Sorcha Dallas, Glasgow (03/02–03/03/2007)

Hammond’s work is arch and knowing but never contrived. In scenes bestowed with allusive, Campbellesque titles, Hammond’s figures defy their author and take on a life of their own. Some recent works have seen these subjects proudly displaying themselves as high art, while others hide behind bushes, masked or under layers of jesmonite. In all Hammond’s work the paradoxical territories of sophisticated naivety and ‘chance domesticated’ are traversed, alternately controlling and relinquishing a grasp on authorial hierarchies. With tongue in cheek and a steady hand, Hammond walks the line between Romantic immersion and canny sagacity in his piquant, heady confections.

Hammond was born in Aylesbury in 1979 and graduated from the painting department at Glasgow School of Art in 2002. Recent exhibitions include the solo show ‘Anachronisms less speedy, less beautiful, less efficient than the machines which have replaced them’ at Glasgow Project Rooms, 2005 and the group show ‘Keep Passing the Open Windows or Happiness’ at Galerie Gisela Capitain, Cologne, 2006. Hammond has been selected to appear in ‘Expanded Painting 2’ at The 3rd Prague Biennale in May 2007 and will also exhibit alongside Alex Pollard at The Armory Show, New York in February 2007 (with Sorcha Dallas).

Gallery Commissioned Text:

Notes on the Idea: Nick Evans, 2006

1) Between 1961 – 1967 Asger Jorn, Danish artist and co-founder of the Situationist International, dedicated himself to a revision of modern philosophy from the standpoint of the artist. Driving Jorn’s scheme was his wish to acknowledge the truth of objective subjectivity, the actual existence of the experiencing and acknowledging subject in the present. The duality of the materialistic and idealistic world-view is made triadic by the addition of a third methodology, that of intuitive ideas.

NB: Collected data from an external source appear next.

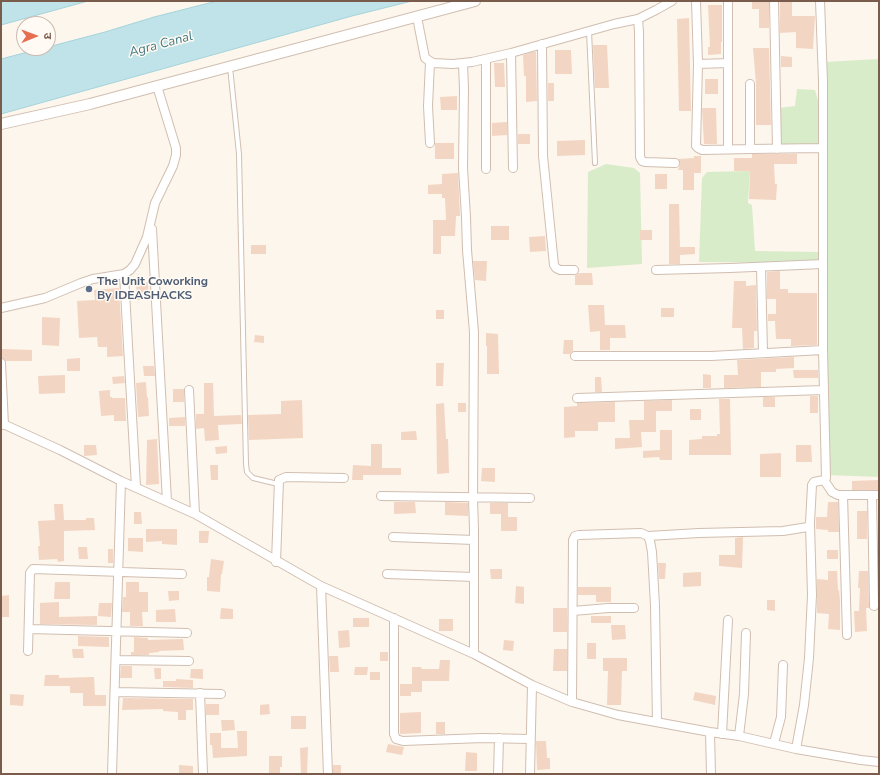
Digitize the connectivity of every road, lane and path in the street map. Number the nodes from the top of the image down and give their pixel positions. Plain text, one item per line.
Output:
1 (475, 1) edge
2 (672, 1) edge
3 (696, 1) edge
4 (728, 1) edge
5 (774, 1) edge
6 (820, 1) edge
7 (417, 17) junction
8 (638, 19) junction
9 (589, 31) junction
10 (542, 44) junction
11 (511, 53) junction
12 (486, 59) junction
13 (430, 62) junction
14 (463, 63) junction
15 (728, 63) junction
16 (698, 64) junction
17 (230, 67) junction
18 (750, 84) dead end
19 (157, 86) junction
20 (1, 124) edge
21 (430, 143) dead end
22 (822, 148) junction
23 (728, 149) junction
24 (750, 149) junction
25 (777, 149) junction
26 (594, 163) dead end
27 (675, 163) dead end
28 (512, 168) dead end
29 (486, 169) dead end
30 (151, 220) junction
31 (823, 264) junction
32 (761, 267) junction
33 (574, 270) dead end
34 (656, 270) dead end
35 (124, 274) junction
36 (1, 308) edge
37 (823, 350) junction
38 (763, 353) junction
39 (575, 356) dead end
40 (1, 363) edge
41 (189, 390) dead end
42 (824, 390) junction
43 (577, 398) dead end
44 (2, 424) edge
45 (344, 478) dead end
46 (824, 480) junction
47 (121, 481) junction
48 (278, 484) junction
49 (136, 487) junction
50 (843, 495) junction
51 (875, 495) edge
52 (381, 496) dead end
53 (473, 498) junction
54 (530, 498) dead end
55 (168, 501) junction
56 (195, 514) junction
57 (810, 524) junction
58 (648, 536) junction
59 (394, 537) dead end
60 (474, 540) junction
61 (276, 562) junction
62 (119, 571) junction
63 (182, 574) dead end
64 (388, 574) dead end
65 (474, 577) junction
66 (321, 586) junction
67 (874, 606) dead end
68 (634, 608) dead end
69 (573, 611) junction
70 (394, 618) junction
71 (728, 620) dead end
72 (29, 628) junction
73 (117, 631) junction
74 (746, 632) dead end
75 (187, 633) dead end
76 (847, 635) dead end
77 (28, 651) dead end
78 (474, 654) junction
79 (116, 660) junction
80 (189, 661) dead end
81 (783, 665) dead end
82 (532, 684) junction
83 (116, 692) junction
84 (200, 693) junction
85 (221, 694) dead end
86 (572, 702) junction
87 (657, 722) junction
88 (710, 732) junction
89 (722, 734) junction
90 (739, 736) junction
91 (499, 738) junction
92 (530, 739) junction
93 (774, 743) junction
94 (796, 749) junction
95 (879, 762) edge
96 (112, 774) edge
97 (203, 774) edge
98 (328, 774) edge
99 (498, 774) edge
100 (530, 774) edge
101 (711, 774) edge

1 - 7 street
2 - 8 street
3 - 16 street
4 - 15 street
5 - 25 street
6 - 22 street
7 - 13 street
7 - 17 street
8 - 9 street
8 - 27 street
9 - 10 street
9 - 26 lane
10 - 11 street
10 - 33 street
11 - 12 street
11 - 28 street
12 - 14 street
12 - 29 street
13 - 14 street
13 - 21 street
14 - 53 street
15 - 16 street
15 - 23 street
16 - 23 street
17 - 19 street
17 - 48 lane
18 - 24 street
19 - 20 street
19 - 30 street
22 - 25 street
22 - 31 street
23 - 24 street
24 - 25 street
30 - 35 street
30 - 55 street
31 - 32 street
31 - 37 street
32 - 34 street
32 - 38 street
35 - 36 street
35 - 49 street
37 - 38 street
37 - 42 street
38 - 39 street
40 - 44 street
41 - 56 street
42 - 43 street
42 - 46 street
44 - 47 street
45 - 48 street
46 - 50 street
46 - 57 street
47 - 49 street
47 - 62 street
48 - 61 street
49 - 55 street
50 - 51 street
50 - 76 street
51 - 67 street
52 - 53 street
53 - 54 street
53 - 60 street
55 - 56 street
56 - 61 street
57 - 58 street
57 - 94 street
58 - 69 street
58 - 87 street
59 - 60 street
60 - 65 street
61 - 66 street
62 - 63 street
62 - 72 street
62 - 73 street
64 - 65 street
65 - 78 street
66 - 70 street
66 - 98 street
68 - 69 street
69 - 86 street
70 - 78 street
70 - 91 street
71 - 89 street
72 - 73 street
72 - 77 street
73 - 75 street
73 - 79 street
74 - 90 street
78 - 82 street
79 - 80 street
79 - 83 street
81 - 93 street
82 - 86 street
82 - 92 street
83 - 84 street
83 - 96 street
84 - 85 street
84 - 97 street
86 - 87 street
87 - 88 street
88 - 89 street
88 - 101 street
89 - 90 street
90 - 93 street
91 - 92 street
91 - 99 street
92 - 100 street
93 - 94 street
94 - 95 street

2) Marx’s historical logic was repelled by the existence of Bohemia. These motley members of the lumpen proletariat were neither bourgeois nor proletarian. Instead they had dropped out of the system of representation upon which class identification depended. Representing nothing, they were a scandal for the logic of history.

3) Henri Michaux, artist and writer, studied the effects of mescaline in a series of feverish drawings made in the 1950s whilst under the influence of the drug. In probing the furthermost reaches of the mind and documenting the collapse of consensus reality into pure perception Michaux’s motives, unlike other mescaline pioneers, were not utopian. Instead his investigations foreground the relationship of the mind to the body. Though exists in the mind as raw matter only to be disfigured by language.

4) Battaille was fascinated by the lumpen proletariat for much of the same reasons as Marx was repelled by them; namely their ability to void the economy of representation. Bataille’s notion of the Informe is grounded on the wreckage of representation, of assimilating everything to form. The scatological, the lumpen and the base transgress from below and cannot be assimilated into rule-regulated society. Rule-regulated society nonetheless produces waste, waste it cannot assimilate, and which therefore exists within its systems of representation as a threat.